Here is an example of how an MCP tool might look like to allow an AI SRE to fetch logs from your observability provider:
Tool name and definition allows LLMs to decide when to use the tool.
aiSreTools = []Tools{
{
Name: "get_logs",
Description: `Get logs from all or specific services/hosts/pods.`,
Handler: GetLogsHandler,
}
}
Tool argument definition tells the LLM how to call the API, what fields are available and what they do.
type GetLogsHandlerArgs struct {
Filters map[string][]string `json:"filters" jsonschema:"description=Set filters to only include specific logs with attributes. Do not set this if you want to fetch all logs."`
}
And this is the code that runs when the LLM decides to use a tool. We are just getting the arguments provided by the LLM and making an API call to an external system - in this case an observability provider Metoro - to get logs.

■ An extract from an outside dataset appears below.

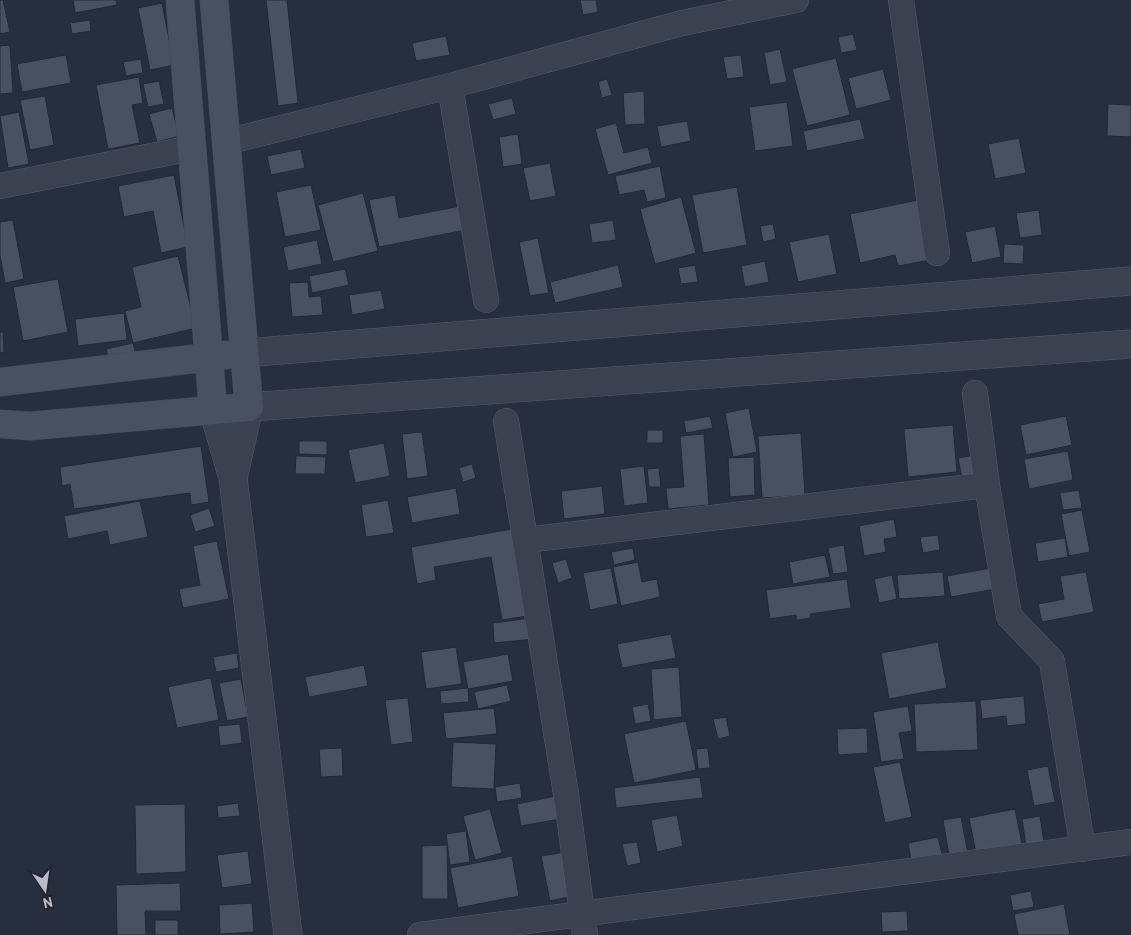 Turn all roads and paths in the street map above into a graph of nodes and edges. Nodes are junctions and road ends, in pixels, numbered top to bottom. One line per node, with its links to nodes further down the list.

func GetLogsHandler(ctx context.Context, arguments GetLogsHandlerArgs) (*mcpgolang.ToolResponse, error) {
request := model.GetLogsRequest{
Filters: arguments.Filters,
ExportLimit: 20,
}
resp, err := getLogsMetoroCall(ctx, request)
if err != nil {
return nil, fmt.Errorf("error getting logs: %v", err)
}
return mcpgolang.NewToolResponse(mcpgolang.NewTextContent(fmt.Sprintf("%s", string(resp)))), nil
}
func getLogsMetoroCall(ctx context.Context, request model.GetLogsRequest) ([]byte, error) {
requestBody, err := json.Marshal(request)
if err != nil {
return nil, fmt.Errorf("error marshaling logs request: %v", err)
}
return utils.MakeMetoroAPIRequest("POST", "logs", bytes.NewBuffer(requestBody), utils.GetAPIRequirementsFromRequest(ctx))
}
This example is taken from the metoro-mcp-server which uses the mcp golang library. This is basically how any "AI Agent" works these days. Some use MCP like we have above, and some calls the APIs directly or with a different wrapper.
Conclusion
An AI SRE is really just an LLM with access to tools that an SRE uses, it calls those tools repeatedly until it (hopefully) completes a larger task.